Startup Loan Options Outside of Venture Capital

  •    Meredith Wood is Editor-in-Chief at Fundera, an online marketplace for small business loans.

As a startup founder who needs financing, it is only natural to be initially attracted to venture capital. You may be tempted to follow in the footsteps of the many successful companies that have taken this route.

According to a report published by PricewaterhouseCoopers LLP (PwC) and the National Venture Capital Association (NVCA), venture capitalists invested more than $48 billion across 4,356 deals last year. That is big money no matter how you look at it.

It seems that every startup in today’s day and age, especially those in the tech sector, are concerned with taking the steps that make them fundable.

But what if you don’t want to go down this path? What if you realize early on that venture capital is not the best option for your startup? This is when you need to consider your other options.

There are Other Avenues

Even if venture capitalists are beating down your door, it’s worth considering other sources of financing. For example, you can retain 100 percent of your company as you are not required to hand over equity in exchange for capital.

Once you have a VC on your side, you are no longer the only person calling the shots. As a founder, you might not love this idea.

If you agree that turning down venture capital is the best strategy, but still find yourself seeking financing, consider one of these ideas:

1. Business Debt Financing

A small business loan is exactly what it sounds like. It provides a company with money, for business expenses, without the exchange for equity.

Just like any type of loan, the borrower is expected to make monthly, weekly, or daily payments over a predetermined period of time.

However, it can be very hard to secure a small business loan if your business has no operating history. Small business loans tend to be a better bet once you have at least 1 year under your belt. Why? Lenders like to have some insight into your business’s ability to produce revenue, control expenses, etc. It’s much harder when there is nothing to reference.

Overall, you’ll find that the longer your business is open, the easier it will be to secure a traditional term loan.

2. Personal Loan

As we said, finding a traditional business loan as a startup is very difficult. So, if you are turned down for a business loan, it may be time to find a lender that offers consumers loans. You can take the money, and apply it right to your business. Consumer loans depend almost entirely on your personal credit score, so your business’s lack of operating history won’t be an issue. That being said, you’re going to need a pretty good credit score to qualify for consumer loan. It’s probably best to pursue this option only if your credit score is 640+.
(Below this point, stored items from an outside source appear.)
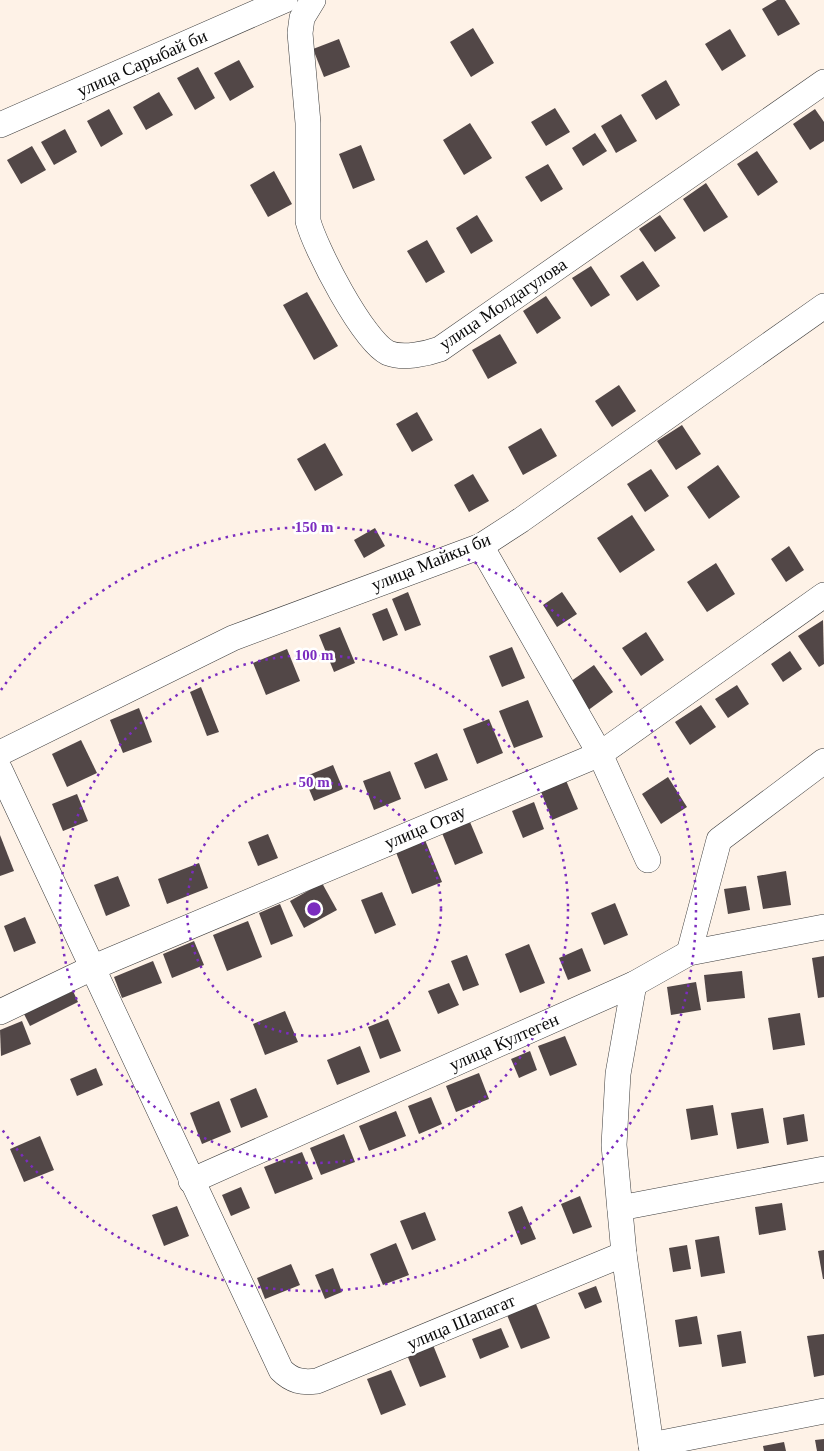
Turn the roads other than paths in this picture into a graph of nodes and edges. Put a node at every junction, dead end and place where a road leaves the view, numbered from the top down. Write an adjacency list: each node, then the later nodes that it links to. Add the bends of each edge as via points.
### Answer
1 (285, 0): 4 (street, улица Сарыбай би)
2 (314, 0): 3 (street, улица Молдагулова, via 302,18 300,33 308,123 308,221 345,301 380,347 396,355 427,354 440,349)
3 (824, 82)
4 (0, 126)
5 (824, 306): 6 (street, улица Майкы би)
6 (481, 546): 8 (street, улица Майкы би, via 232,638); 9 (street)
7 (824, 595): 9 (street, улица Отау)
8 (0, 753)
9 (600, 754): 12 (street); 15 (street, улица Отау)
10 (824, 761): 14 (street, via 719,840)
11 (0, 770): 15 (street)
12 (648, 860)
13 (824, 927): 14 (street, улица Култеген)
14 (689, 953): 16 (street, улица Култеген)
15 (94, 967): 17 (street, улица Отау); 19 (street)
16 (634, 984): 19 (street, улица Култеген); 20 (street, via 614,1110)
17 (0, 1012)
18 (824, 1169): 20 (street)
19 (191, 1181): 21 (street, улица Шапагат, via 281,1370 296,1380 317,1382)
20 (620, 1208): 21 (street)
21 (624, 1254): 23 (street)
22 (824, 1411): 23 (street)
23 (652, 1448)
You also have to realize that you’re putting your personal finances in harm’s way for your business. Make sure you’re okay with this risk, and certain you can pay back the loan.

3. Credit Cards

Using credit cards to finance a startup is not a new concept. This has been an acceptable strategy for many years, albeit with a moderate level of risk.

Getting started is relatively easy, especially if you already have a credit card. In short, you are using your available credit to finance your business. The money can be used for everything from buying equipment to business trips and much more. But, the catch it, you’ve got to be able to pay back what you’re spending, so you don’t get slapped with the high fees most credit cards come with.
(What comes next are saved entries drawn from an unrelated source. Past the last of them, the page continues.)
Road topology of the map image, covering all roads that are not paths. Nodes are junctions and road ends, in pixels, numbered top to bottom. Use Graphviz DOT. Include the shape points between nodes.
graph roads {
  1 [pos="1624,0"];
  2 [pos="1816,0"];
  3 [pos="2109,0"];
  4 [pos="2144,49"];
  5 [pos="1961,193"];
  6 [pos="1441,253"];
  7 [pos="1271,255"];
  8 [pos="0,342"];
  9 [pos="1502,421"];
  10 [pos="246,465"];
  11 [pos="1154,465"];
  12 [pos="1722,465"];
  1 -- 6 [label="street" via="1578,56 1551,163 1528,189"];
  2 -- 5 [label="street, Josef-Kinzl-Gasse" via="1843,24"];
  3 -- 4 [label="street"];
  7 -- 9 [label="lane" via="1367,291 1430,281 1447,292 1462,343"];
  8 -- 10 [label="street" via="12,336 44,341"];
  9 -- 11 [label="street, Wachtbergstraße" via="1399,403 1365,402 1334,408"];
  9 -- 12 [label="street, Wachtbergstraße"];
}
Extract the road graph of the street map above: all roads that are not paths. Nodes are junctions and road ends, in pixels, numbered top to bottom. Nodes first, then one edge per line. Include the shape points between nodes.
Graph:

The biggest benefit of using credit cards to finance your business is the quick access to funds. Even if you don’t have a credit card, a credit score of good or above will put you in position to secure one within a matter of minutes.

On the downside, credit card abuse can take a toll on your personal finances. If you get in too deep, you may not be able to pay back the debt in a timely manner (if at all). This can cause financial trouble, such as dragging down your credit score, or worse yet, bankruptcy.
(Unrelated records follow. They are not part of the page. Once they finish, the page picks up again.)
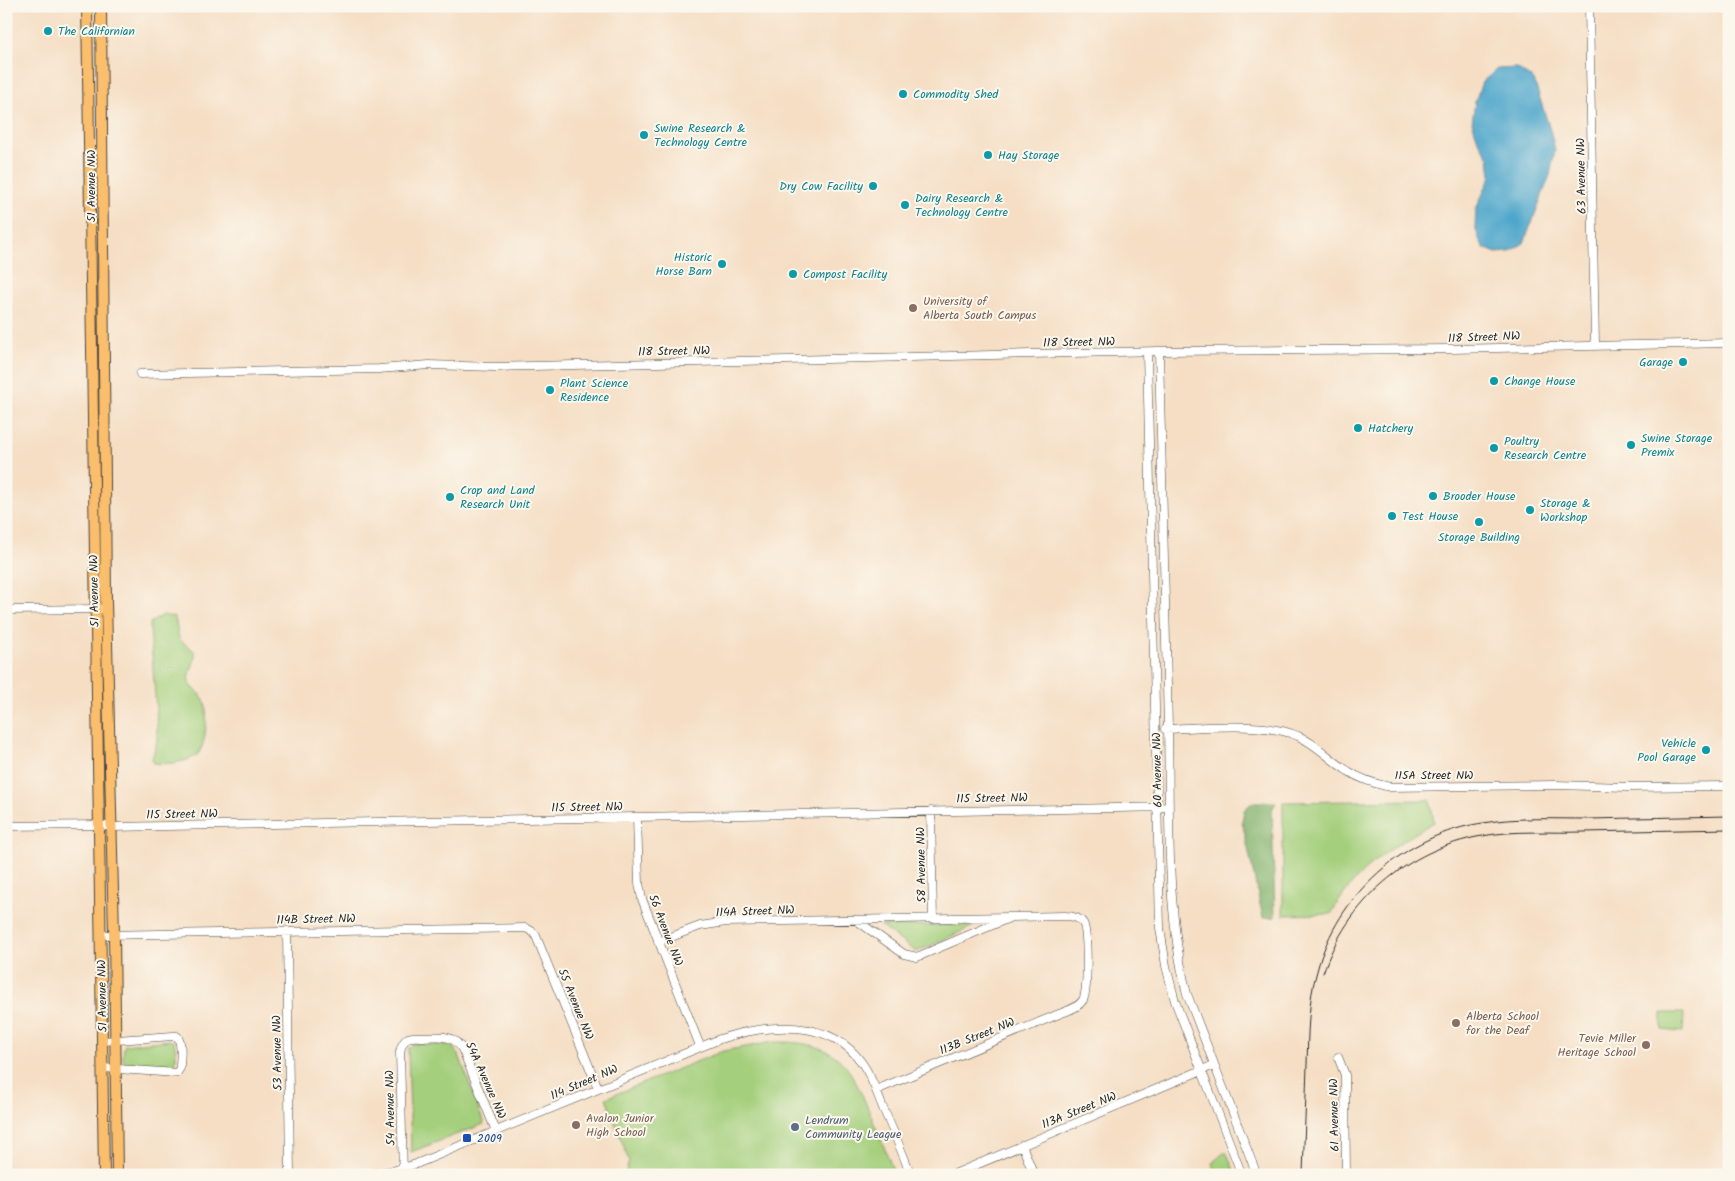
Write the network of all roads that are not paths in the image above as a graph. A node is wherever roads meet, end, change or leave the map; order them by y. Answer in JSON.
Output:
{"nodes":[{"id":1,"x":87,"y":6,"type":"edge"},
{"id":2,"x":101,"y":6,"type":"edge"},
{"id":3,"x":1589,"y":6,"type":"edge"},
{"id":4,"x":1729,"y":343,"type":"edge"},
{"id":5,"x":1595,"y":345,"type":"junction"},
{"id":6,"x":1159,"y":351,"type":"junction"},
{"id":7,"x":1147,"y":352,"type":"junction"},
{"id":8,"x":140,"y":374,"type":"dead end"},
{"id":9,"x":95,"y":609,"type":"junction"},
{"id":10,"x":107,"y":609,"type":"junction"},
{"id":11,"x":6,"y":610,"type":"edge"},
{"id":12,"x":1155,"y":729,"type":"junction"},
{"id":13,"x":1168,"y":729,"type":"junction"},
{"id":14,"x":1729,"y":786,"type":"edge"},
{"id":15,"x":1157,"y":807,"type":"junction"},
{"id":16,"x":1169,"y":807,"type":"junction"},
{"id":17,"x":931,"y":811,"type":"junction"},
{"id":18,"x":637,"y":817,"type":"junction"},
{"id":19,"x":100,"y":824,"type":"junction"},
{"id":20,"x":6,"y":826,"type":"edge"},
{"id":21,"x":112,"y":826,"type":"junction"},
{"id":22,"x":1013,"y":917,"type":"junction"},
{"id":23,"x":933,"y":919,"type":"junction"},
{"id":24,"x":856,"y":920,"type":"junction"},
{"id":25,"x":530,"y":930,"type":"joint"},
{"id":26,"x":287,"y":931,"type":"junction"},
{"id":27,"x":114,"y":934,"type":"junction"},
{"id":28,"x":101,"y":935,"type":"junction"},
{"id":29,"x":658,"y":942,"type":"junction"},
{"id":30,"x":1083,"y":999,"type":"joint"},
{"id":31,"x":115,"y":1040,"type":"junction"},
{"id":32,"x":454,"y":1040,"type":"joint"},
{"id":33,"x":103,"y":1041,"type":"junction"},
{"id":34,"x":700,"y":1046,"type":"junction"},
{"id":35,"x":1338,"y":1057,"type":"dead end"},
{"id":36,"x":1214,"y":1065,"type":"junction"},
{"id":37,"x":103,"y":1068,"type":"junction"},
{"id":38,"x":115,"y":1070,"type":"junction"},
{"id":39,"x":1201,"y":1071,"type":"junction"},
{"id":40,"x":598,"y":1088,"type":"junction"},
{"id":41,"x":876,"y":1090,"type":"junction"},
{"id":42,"x":496,"y":1131,"type":"junction"},
{"id":43,"x":1022,"y":1145,"type":"junction"},
{"id":44,"x":403,"y":1171,"type":"edge"},
{"id":45,"x":104,"y":1175,"type":"edge"},
{"id":46,"x":117,"y":1175,"type":"edge"},
{"id":47,"x":290,"y":1175,"type":"edge"},
{"id":48,"x":361,"y":1175,"type":"edge"},
{"id":49,"x":911,"y":1175,"type":"edge"},
{"id":50,"x":952,"y":1175,"type":"edge"},
{"id":51,"x":1034,"y":1175,"type":"edge"},
{"id":52,"x":1242,"y":1175,"type":"edge"},
{"id":53,"x":1257,"y":1175,"type":"edge"},
{"id":54,"x":1346,"y":1175,"type":"edge"}],
"edges":[{"from":1,"to":9,"type":"main road","name":"51 Avenue NW"},
{"from":2,"to":10,"type":"main road","name":"51 Avenue NW"},
{"from":3,"to":5,"type":"street","name":"63 Avenue NW"},
{"from":4,"to":5,"type":"street","name":"118 Street NW"},
{"from":5,"to":6,"type":"street","name":"118 Street NW"},
{"from":6,"to":7,"type":"street","name":"118 Street NW"},
{"from":6,"to":13,"type":"street","name":"60 Avenue NW"},
{"from":7,"to":8,"type":"street","name":"118 Street NW"},
{"from":7,"to":12,"type":"street","name":"60 Avenue NW"},
{"from":9,"to":10,"type":"street"},
{"from":9,"to":11,"type":"street"},
{"from":9,"to":19,"type":"main road","name":"51 Avenue NW"},
{"from":10,"to":21,"type":"main road","name":"51 Avenue NW"},
{"from":12,"to":13,"type":"street","name":"115A Street NW"},
{"from":12,"to":15,"type":"street","name":"60 Avenue NW"},
{"from":13,"to":14,"type":"street","name":"115A Street NW"},
{"from":13,"to":16,"type":"street","name":"60 Avenue NW"},
{"from":15,"to":16,"type":"street","name":"115 Street NW"},
{"from":15,"to":17,"type":"street","name":"115 Street NW"},
{"from":15,"to":39,"type":"street","name":"60 Avenue NW"},
{"from":16,"to":36,"type":"street","name":"60 Avenue NW"},
{"from":17,"to":18,"type":"street","name":"115 Street NW"},
{"from":17,"to":23,"type":"street","name":"58 Avenue NW"},
{"from":18,"to":21,"type":"street","name":"115 Street NW"},
{"from":18,"to":29,"type":"street","name":"56 Avenue NW"},
{"from":19,"to":20,"type":"street","name":"115 Street NW"},
{"from":19,"to":21,"type":"street","name":"115 Street NW"},
{"from":19,"to":28,"type":"main road","name":"51 Avenue NW"},
{"from":21,"to":27,"type":"main road","name":"51 Avenue NW"},
{"from":22,"to":23,"type":"street","name":"114A Street NW"},
{"from":22,"to":24,"type":"street","name":"114A Street NW"},
{"from":22,"to":30,"type":"street","name":"114A Street NW"},
{"from":23,"to":24,"type":"street","name":"114A Street NW"},
{"from":24,"to":29,"type":"street","name":"114A Street NW"},
{"from":25,"to":26,"type":"street","name":"114B Street NW"},
{"from":25,"to":40,"type":"street","name":"55 Avenue NW"},
{"from":26,"to":27,"type":"street","name":"114B Street NW"},
{"from":26,"to":47,"type":"street","name":"53 Avenue NW"},
{"from":27,"to":28,"type":"street","name":"114B Street NW"},
{"from":27,"to":31,"type":"main road","name":"51 Avenue NW"},
{"from":28,"to":33,"type":"main road","name":"51 Avenue NW"},
{"from":29,"to":34,"type":"street","name":"56 Avenue NW"},
{"from":30,"to":41,"type":"street","name":"113B Street NW"},
{"from":31,"to":33,"type":"street"},
{"from":31,"to":38,"type":"main road","name":"51 Avenue NW"},
{"from":31,"to":38,"type":"street"},
{"from":32,"to":42,"type":"street","name":"54A Avenue NW"},
{"from":32,"to":44,"type":"street","name":"54 Avenue NW"},
{"from":33,"to":37,"type":"main road","name":"51 Avenue NW"},
{"from":34,"to":40,"type":"street","name":"114 Street NW"},
{"from":34,"to":41,"type":"street","name":"114 Street NW"},
{"from":35,"to":54,"type":"street","name":"61 Avenue NW"},
{"from":36,"to":39,"type":"street","name":"113A Street NW"},
{"from":36,"to":53,"type":"street","name":"60 Avenue NW"},
{"from":37,"to":38,"type":"street"},
{"from":37,"to":45,"type":"main road","name":"51 Avenue NW"},
{"from":38,"to":46,"type":"main road","name":"51 Avenue NW"},
{"from":39,"to":43,"type":"street","name":"113A Street NW"},
{"from":39,"to":52,"type":"street","name":"60 Avenue NW"},
{"from":40,"to":42,"type":"street","name":"114 Street NW"},
{"from":41,"to":49,"type":"street","name":"114 Street NW"},
{"from":42,"to":44,"type":"street","name":"114 Street NW"},
{"from":43,"to":50,"type":"street","name":"113A Street NW"},
{"from":43,"to":51,"type":"street"},
{"from":44,"to":48,"type":"street","name":"114 Street NW"}]}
Note: if you plan to use a credit card for this reason, think about it as a temporary solution. Furthermore, never lose sight that you have to pay back every dollar you charge, plus interest.

4. 401(k) Loan

Before you took the leap into the startup world, chances are you’ve worked for a traditional company. During this time, there is a good chance you accumulated some money in a retirement account. If so, you have a couple options:

  • Take a loan against your retirement account.
  • Withdraw the money (and pay any applicable taxes and penalties).

If you want to learn more about this option, the IRS has plenty of information here and here.

Whether or not you consider this option depends on many factors, including your age, how much money you have saved for retirement, how much you want to borrow or withdrawal, and your future goals.

Note: check with your plan’s administrator for more information.

Venture Capital is not the Only Option

Many people want you to believe that startups should chase after venture capital, but this is not always the best route for every company and founder.

If venture capital does not suit your wants and needs, consider the five options detailed above. One of these may help you secure the funds you need to get your company off the ground.